* [EXERCISE DESCRIPTION]
When you find the line with "index tip: (256, 88)" among the records below, reproduce it and each line after it exactly, ending with the line with "pinky dip: (365, 28)".

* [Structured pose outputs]
"""
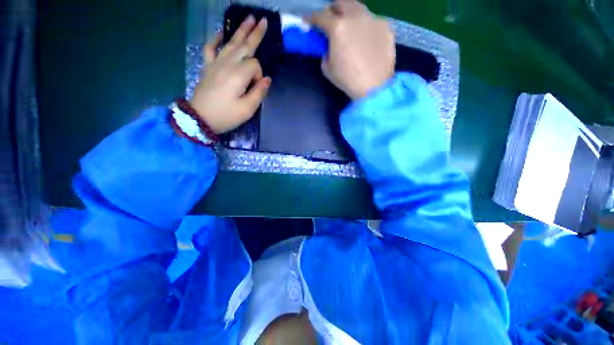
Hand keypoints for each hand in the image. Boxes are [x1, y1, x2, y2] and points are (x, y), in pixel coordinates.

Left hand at [190, 16, 270, 133]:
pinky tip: (220, 33)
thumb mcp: (247, 109)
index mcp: (239, 75)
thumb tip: (267, 79)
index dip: (259, 75)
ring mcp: (216, 63)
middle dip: (255, 33)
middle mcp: (228, 64)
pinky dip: (215, 39)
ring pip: (230, 43)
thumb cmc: (226, 116)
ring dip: (240, 30)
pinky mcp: (208, 66)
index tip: (256, 88)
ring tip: (249, 18)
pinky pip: (210, 48)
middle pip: (244, 45)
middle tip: (263, 20)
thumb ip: (259, 93)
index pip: (255, 66)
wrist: (200, 118)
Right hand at [310, 0, 394, 99]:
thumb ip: (326, 51)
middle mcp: (356, 17)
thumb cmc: (348, 80)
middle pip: (341, 2)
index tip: (307, 20)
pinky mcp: (386, 26)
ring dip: (350, 15)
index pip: (320, 16)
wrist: (374, 87)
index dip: (311, 18)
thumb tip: (330, 46)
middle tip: (331, 19)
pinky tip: (366, 41)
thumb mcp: (327, 69)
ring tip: (350, 29)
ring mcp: (373, 19)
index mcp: (338, 28)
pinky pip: (372, 22)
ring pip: (358, 8)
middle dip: (333, 9)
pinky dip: (365, 28)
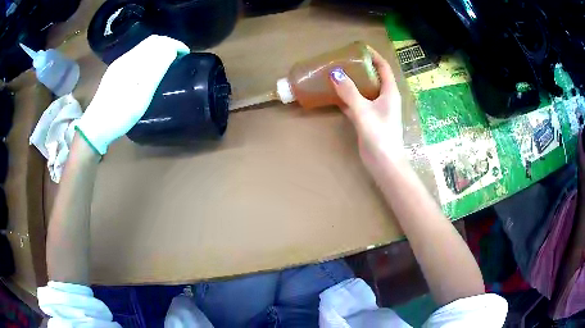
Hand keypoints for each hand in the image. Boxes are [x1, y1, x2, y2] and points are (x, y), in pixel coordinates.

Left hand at [76, 35, 188, 154]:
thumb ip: (156, 70)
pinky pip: (136, 57)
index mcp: (132, 61)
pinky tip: (150, 69)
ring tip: (168, 62)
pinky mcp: (115, 73)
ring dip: (159, 50)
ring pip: (143, 49)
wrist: (95, 128)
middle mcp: (125, 58)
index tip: (186, 54)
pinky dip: (149, 57)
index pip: (158, 42)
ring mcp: (119, 65)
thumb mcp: (141, 95)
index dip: (175, 44)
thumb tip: (171, 50)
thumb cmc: (120, 114)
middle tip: (179, 57)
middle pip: (150, 42)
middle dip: (168, 45)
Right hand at [329, 48, 405, 178]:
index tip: (359, 47)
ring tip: (337, 73)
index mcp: (390, 92)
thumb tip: (335, 73)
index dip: (373, 55)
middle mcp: (385, 98)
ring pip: (364, 90)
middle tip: (344, 60)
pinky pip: (357, 103)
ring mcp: (376, 109)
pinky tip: (335, 94)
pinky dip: (347, 97)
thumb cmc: (380, 135)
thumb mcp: (363, 111)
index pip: (383, 67)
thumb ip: (349, 92)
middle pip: (373, 77)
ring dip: (353, 82)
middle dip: (360, 67)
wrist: (384, 163)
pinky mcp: (368, 120)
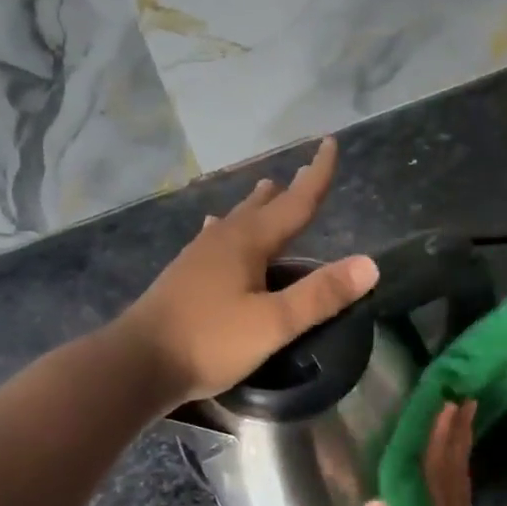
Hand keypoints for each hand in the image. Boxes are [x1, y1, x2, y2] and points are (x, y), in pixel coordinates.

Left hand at [117, 137, 379, 403]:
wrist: (137, 362)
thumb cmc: (209, 341)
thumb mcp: (273, 323)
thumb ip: (319, 295)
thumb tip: (369, 264)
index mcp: (248, 242)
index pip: (294, 202)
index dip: (316, 174)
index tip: (329, 143)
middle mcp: (223, 238)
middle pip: (263, 206)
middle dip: (288, 189)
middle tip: (303, 169)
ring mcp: (199, 254)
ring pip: (236, 219)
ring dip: (256, 205)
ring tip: (267, 189)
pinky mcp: (184, 273)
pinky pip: (215, 237)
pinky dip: (228, 227)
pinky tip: (214, 229)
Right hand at [358, 401, 506, 505]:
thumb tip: (378, 504)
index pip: (435, 480)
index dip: (438, 440)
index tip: (445, 404)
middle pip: (457, 480)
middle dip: (457, 438)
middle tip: (461, 399)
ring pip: (463, 495)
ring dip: (459, 456)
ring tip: (457, 425)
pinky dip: (456, 483)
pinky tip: (450, 479)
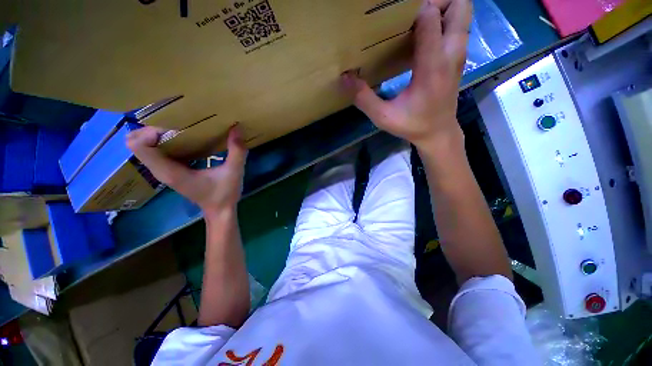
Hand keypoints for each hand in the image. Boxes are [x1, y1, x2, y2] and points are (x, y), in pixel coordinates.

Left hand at [126, 125, 247, 215]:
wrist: (220, 211)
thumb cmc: (224, 194)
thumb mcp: (234, 172)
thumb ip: (236, 151)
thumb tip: (236, 127)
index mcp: (171, 171)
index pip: (139, 145)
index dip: (151, 131)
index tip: (175, 128)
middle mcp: (161, 170)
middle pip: (136, 142)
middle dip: (153, 129)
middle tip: (179, 125)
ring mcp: (164, 172)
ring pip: (144, 147)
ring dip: (157, 134)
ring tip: (182, 130)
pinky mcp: (170, 171)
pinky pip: (156, 152)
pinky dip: (164, 142)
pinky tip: (185, 140)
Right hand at [342, 0, 471, 149]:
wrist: (438, 133)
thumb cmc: (413, 125)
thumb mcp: (384, 117)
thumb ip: (364, 98)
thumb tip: (345, 78)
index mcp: (433, 67)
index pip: (430, 18)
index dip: (413, 9)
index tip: (394, 14)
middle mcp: (451, 54)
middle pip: (460, 4)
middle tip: (412, 9)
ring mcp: (458, 55)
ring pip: (463, 12)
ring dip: (443, 6)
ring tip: (416, 17)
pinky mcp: (457, 58)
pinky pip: (457, 26)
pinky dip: (444, 19)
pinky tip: (423, 32)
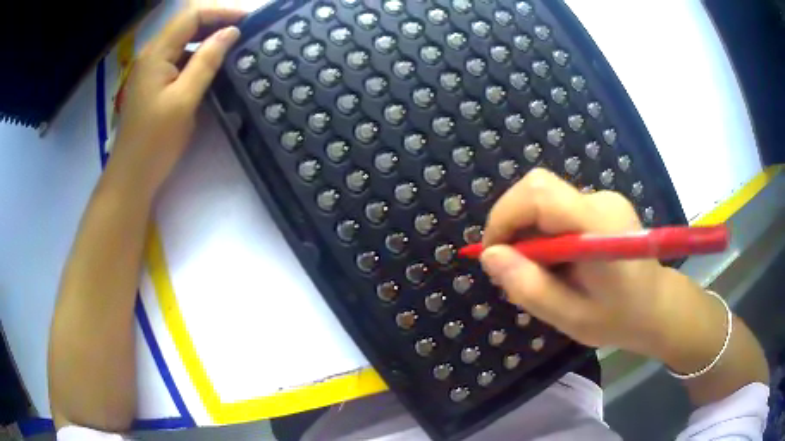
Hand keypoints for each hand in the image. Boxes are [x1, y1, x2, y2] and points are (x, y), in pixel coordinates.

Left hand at [107, 8, 244, 195]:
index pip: (191, 16)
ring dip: (209, 38)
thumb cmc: (155, 142)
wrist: (131, 177)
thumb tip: (231, 32)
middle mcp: (153, 54)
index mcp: (156, 53)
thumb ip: (207, 61)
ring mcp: (152, 69)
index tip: (248, 20)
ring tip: (236, 45)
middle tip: (246, 30)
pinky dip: (199, 56)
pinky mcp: (155, 83)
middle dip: (217, 21)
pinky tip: (214, 65)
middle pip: (187, 24)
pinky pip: (180, 59)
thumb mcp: (184, 100)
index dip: (221, 12)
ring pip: (184, 41)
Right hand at [480, 168, 671, 354]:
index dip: (504, 216)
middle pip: (538, 189)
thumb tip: (490, 256)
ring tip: (538, 271)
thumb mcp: (570, 317)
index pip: (539, 193)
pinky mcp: (600, 204)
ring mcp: (603, 199)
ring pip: (544, 199)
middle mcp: (601, 200)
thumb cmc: (619, 318)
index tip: (493, 254)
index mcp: (598, 226)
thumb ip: (530, 287)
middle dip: (512, 223)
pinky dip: (543, 232)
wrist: (656, 306)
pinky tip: (555, 262)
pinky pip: (558, 208)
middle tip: (512, 266)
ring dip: (527, 231)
"""
* [ANSWER FOR THIS EXERCISE]
index tip: (256, 88)
ring tip: (249, 18)
pinky pip: (210, 48)
middle pip: (244, 45)
middle tip: (263, 20)
thumb ip: (259, 93)
index pip: (255, 66)
wrist: (200, 118)
Right hand at [310, 0, 394, 99]:
thumb ip: (326, 51)
middle mcp: (356, 17)
thumb cmc: (348, 80)
middle pip: (341, 2)
index tip: (307, 20)
pinky mcp: (386, 26)
ring dip: (350, 15)
index pip: (320, 16)
wrist: (374, 87)
index dip: (311, 18)
thumb tip: (330, 46)
middle tip: (331, 19)
pinky tip: (366, 41)
thumb mcp: (327, 69)
ring tip: (350, 29)
ring mcp: (373, 19)
index mcp: (338, 28)
pinky pip: (372, 22)
ring pip: (358, 8)
middle dip: (333, 9)
pinky dip: (365, 28)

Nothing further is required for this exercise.